Pamela Capalad, CERTIFIED FINANCIAL PLANNER™

Pamela Capalad is a Certified Financial Planner™ and Accredited Financial Counselor™ and has been in financial services since 2008. She founded Brunch & Budget to help people have a safe place to make real financial progress and get shameless about money!

While doing deep research into the racial wealth divide and how it directly affected her clients of color and cohosting the Brunch & Budget podcast with her husband Dyalekt, they created the See Change program. See Change is a financial coaching and advocacy program specifically designed for People of Color to heal their relationship with money, navigate a predatory financial system, and build 2nd generation wealth.

Pam, Dyalekt, and their friend Andrea Ferrero also co-founded Pockets Change, a hip hop and finance organization for youth with a mission to change the way we talk about finance.

Pam has been featured in the Washington Post, Teen Vogue, Huffington Post, Vice Magazine, and was named New York Magazine’s Best of New York 2019. She was named one of Investments News 40 Under 40 in 2016, Financial Advisor Magazine's Young Advisors to Watch in 2019, received Jump$tart's 2022 Innovation in Financial Literacy Award, and AFCPE's Financial Planning Center of the Year award in 2022. Pam is a Global Good Fund Fellow, class of 2022.

A MANIFESTO 

(in other words, why this financial planning thing is my life's work):

A few years ago, I had a very long, difficult conversation with a friend that will go down as another sad story about someone else who was fleeced by a financial adviser.

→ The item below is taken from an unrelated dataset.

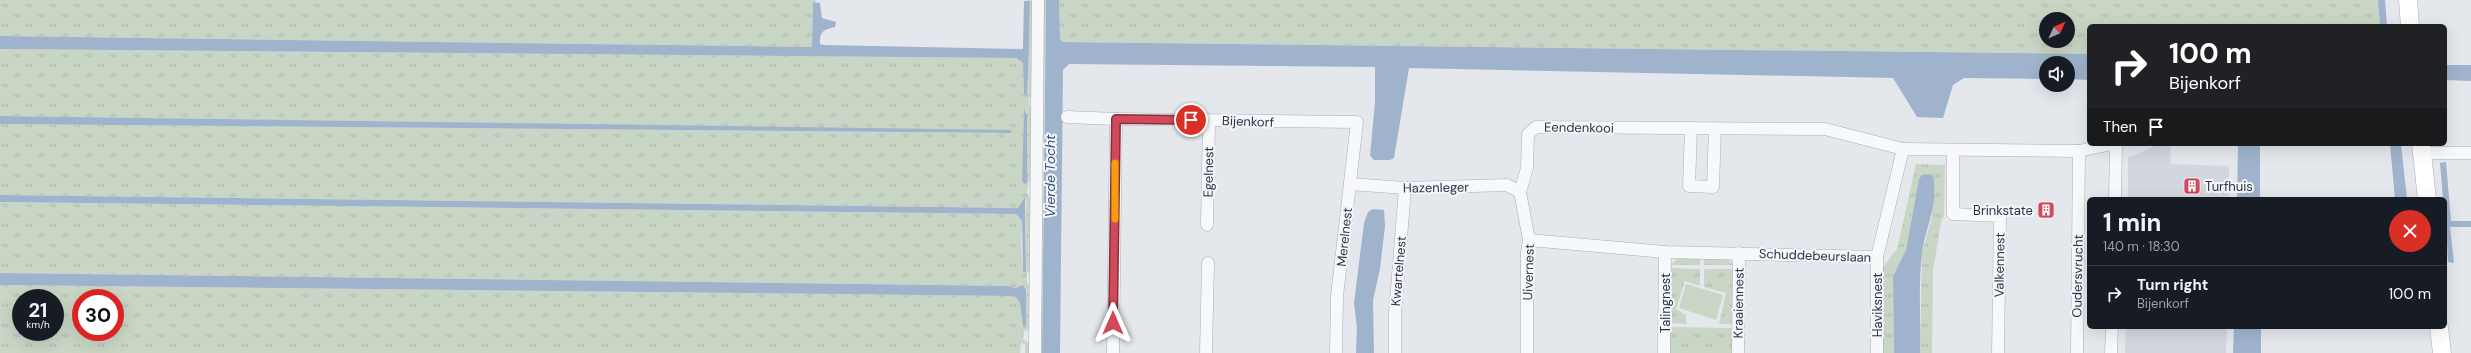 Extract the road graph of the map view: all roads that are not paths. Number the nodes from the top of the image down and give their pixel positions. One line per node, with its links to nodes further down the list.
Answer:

It reminded me why I do what I do.

Financial literacy education isn’t about investing in the stock market, or starting a business, or budgeting, or credit cards. It’s not about making sure you’re with the right bank or having the best interest rate or making the right investment choices.

It’s about empowering people who are normally made to feel vulnerable or weak or helpless, it’s about empowering you to take control and recognize that you have the knowledge and confidence to find true freedom and happiness. It’s about educating you enough to know who to trust not just with your money, but with your livelihoods.

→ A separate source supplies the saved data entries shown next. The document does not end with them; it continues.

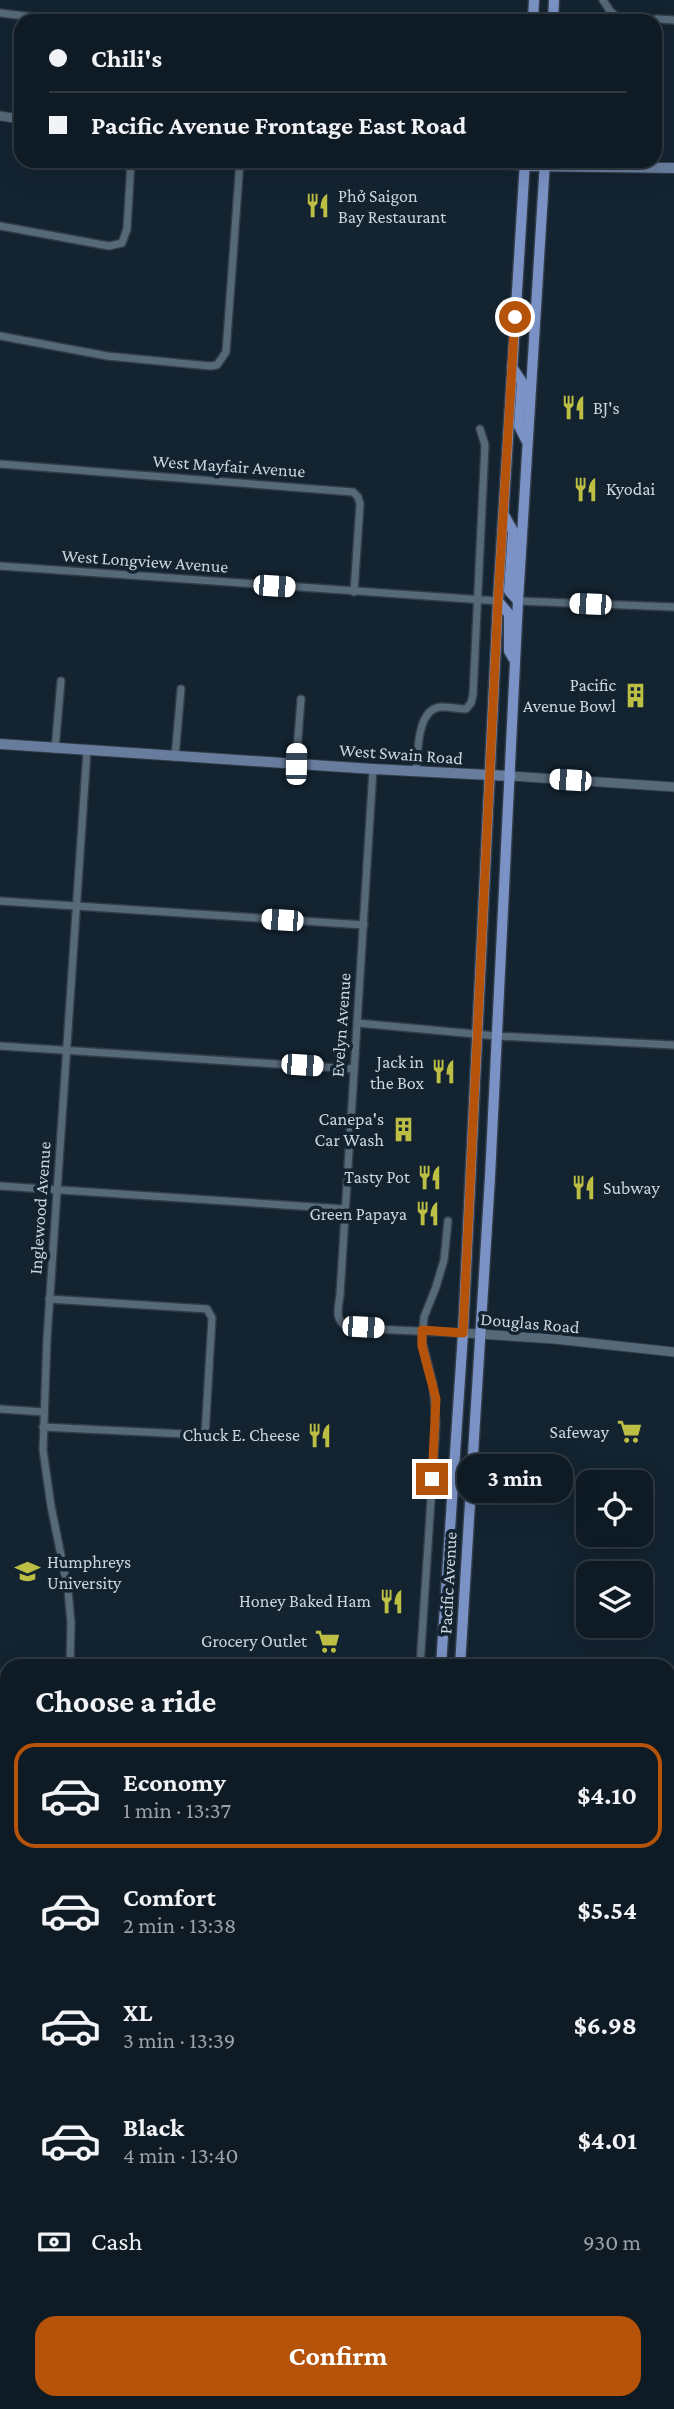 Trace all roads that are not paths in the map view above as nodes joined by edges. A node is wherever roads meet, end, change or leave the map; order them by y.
1 (603, 0) edge
2 (614, 14) edge
3 (131, 168) edge
4 (239, 168) edge
5 (524, 168) edge
6 (545, 168) edge
7 (0, 226) edge
8 (0, 337) edge
9 (512, 367) junction
10 (480, 429) dead end
11 (527, 443) junction
12 (0, 464) edge
13 (503, 512) junction
14 (0, 566) edge
15 (354, 592) junction
16 (477, 601) junction
17 (498, 601) junction
18 (519, 601) junction
19 (674, 607) edge
20 (516, 664) junction
21 (61, 681) dead end
22 (181, 689) dead end
23 (301, 699) dead end
24 (0, 744) edge
25 (55, 748) junction
26 (88, 751) junction
27 (175, 757) junction
28 (296, 764) junction
29 (373, 769) junction
30 (416, 772) junction
31 (490, 775) junction
32 (511, 776) junction
33 (674, 787) edge
34 (0, 901) edge
35 (76, 906) junction
36 (364, 925) junction
37 (357, 1023) junction
38 (478, 1033) junction
39 (497, 1036) junction
40 (674, 1045) edge
41 (0, 1046) edge
42 (67, 1050) junction
43 (354, 1069) junction
44 (0, 1186) edge
45 (57, 1190) junction
46 (345, 1209) junction
47 (448, 1221) dead end
48 (49, 1299) junction
49 (342, 1324) joint
50 (422, 1330) junction
51 (463, 1333) junction
52 (480, 1334) junction
53 (674, 1352) edge
54 (0, 1409) edge
55 (44, 1412) junction
56 (43, 1427) junction
57 (70, 1659) edge
58 (420, 1659) edge
59 (441, 1659) edge
60 (460, 1659) edge
61 (0, 2273) edge
62 (0, 2293) edge

1 - 2 street
3 - 7 street
4 - 8 street
5 - 9 main road
6 - 11 main road, Pacific Avenue
9 - 11 main road
9 - 13 main road
10 - 16 street
11 - 18 main road, Pacific Avenue
12 - 15 street, West Mayfair Avenue
13 - 17 main road
13 - 18 main road
14 - 15 street, West Longview Avenue
15 - 16 street, West Longview Avenue
16 - 17 street, West Longview Avenue
16 - 30 street
17 - 20 main road
17 - 31 main road
18 - 19 street
18 - 20 main road, Pacific Avenue
20 - 32 main road, Pacific Avenue
21 - 25 street
22 - 27 street
23 - 28 street
24 - 25 main road, West Swain Road
25 - 26 main road, West Swain Road
26 - 27 main road, West Swain Road
26 - 35 street, Inglewood Avenue
27 - 28 main road, West Swain Road
28 - 29 main road, West Swain Road
29 - 30 main road, West Swain Road
29 - 36 street, Evelyn Avenue
30 - 31 main road, West Swain Road
31 - 32 main road, West Swain Road
31 - 38 main road
32 - 33 street, West Swain Road
32 - 39 main road, Pacific Avenue
34 - 35 street
35 - 36 street
35 - 42 street, Inglewood Avenue
36 - 37 street, Evelyn Avenue
37 - 38 street
37 - 43 street, Evelyn Avenue
38 - 39 street
38 - 51 main road
39 - 40 street
39 - 52 main road, Pacific Avenue
41 - 42 street
42 - 43 street
42 - 45 street, Inglewood Avenue
43 - 46 street, Evelyn Avenue
44 - 45 street
45 - 46 street
45 - 48 street, Inglewood Avenue
46 - 49 street, Evelyn Avenue
47 - 50 street
48 - 55 street, Inglewood Avenue
48 - 56 street
49 - 50 street, Douglas Road
50 - 51 street, Douglas Road
50 - 58 street
51 - 52 street, Douglas Road
51 - 59 main road
52 - 53 street, Douglas Road
52 - 60 main road, Pacific Avenue
54 - 55 street
55 - 56 street, Inglewood Avenue
56 - 57 street, Inglewood Avenue
61 - 62 street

I’ve devoted my life to financial literacy. I devoted my life to it because I don’t expect you to do the same. I expect you to devote your life to what you’re talented at, passionate about, find purpose in.

I devoted my life to financial literacy to help you get to that place in your life. You know that place. That place where you close your eyes and feel perfectly at peace and energized all at the same time. That place where you know you’re at your best, that you were somehow built for this, this thing you’re doing that you can’t believe you get to spend your life doing.

Life isn’t about cringing every time you run your credit card through a cash register or dodging calls from bill collectors. It’s not about the next paycheck, next rent check, next job, next in line.

Life is about finding your why.

So here’s the deal – you have the why, I have the how.

How do you find the bank that won’t charge you $12 a month for keeping your money? How do you start to pay off your student loans? How do you start saving up for your dream apartment? How do you plan for the next six months of inconsistent income? How do you set your life up so you travel 3 months out of the year?

You tell me your why, I’ll tell you how.

This is my why.

Here's the long, convoluted story about how I ended up in financial planning:

While I was studying Literature at the University of California, Santa Barbara, (and had NO idea what I was going to do with that), I stumbled upon a summer job at a place called Creative Wealth Intl (though at the time I signed on, it was called The Money Camp).

I ended up leading summer camps for kids, and eventually adults, and eventually teacher trainings for other people to bring these camps to their communities. I also ended up developing and co-authoring curriculum and material for the camps.

In other words, I was really into it (I was even in the Wall Street Journal for being really into it!).

Which of course meant that I had to take my Literature degree and find myself a job in finance. Which I did in 2008. In New York City. Somehow.

Luckily, I only hated it for about a year. Then I kind of started to like it. Then I really started to like it. In between hating it and kind of liking it, I got this crazy idea to write a financial literacy curriculum of our own that could be taught in schools, youth organizations, or one-on-one with parents and kids. You know, reach as many people as possible. Luckily, a former Money Camp counselor got the same idea and we started a company called Pockets Change.

Then I had this other crazy idea that all this stuff I was learning at this wealth management firm could also be information lots of adults needed, but were maybe too afraid to think about or thought they couldn’t afford.

And also that everyone likes brunch. And that I really like alliteration. Hence, Brunch & Budget.

Also, I totally have the CERTIFIED FINANCIAL PLANNERdesignation (which means I'd been in the business for at least 3 years, studied like crazy for two years and then took a really hard 2-day, 10-hour test to prove that I really do know what I’m talking about here).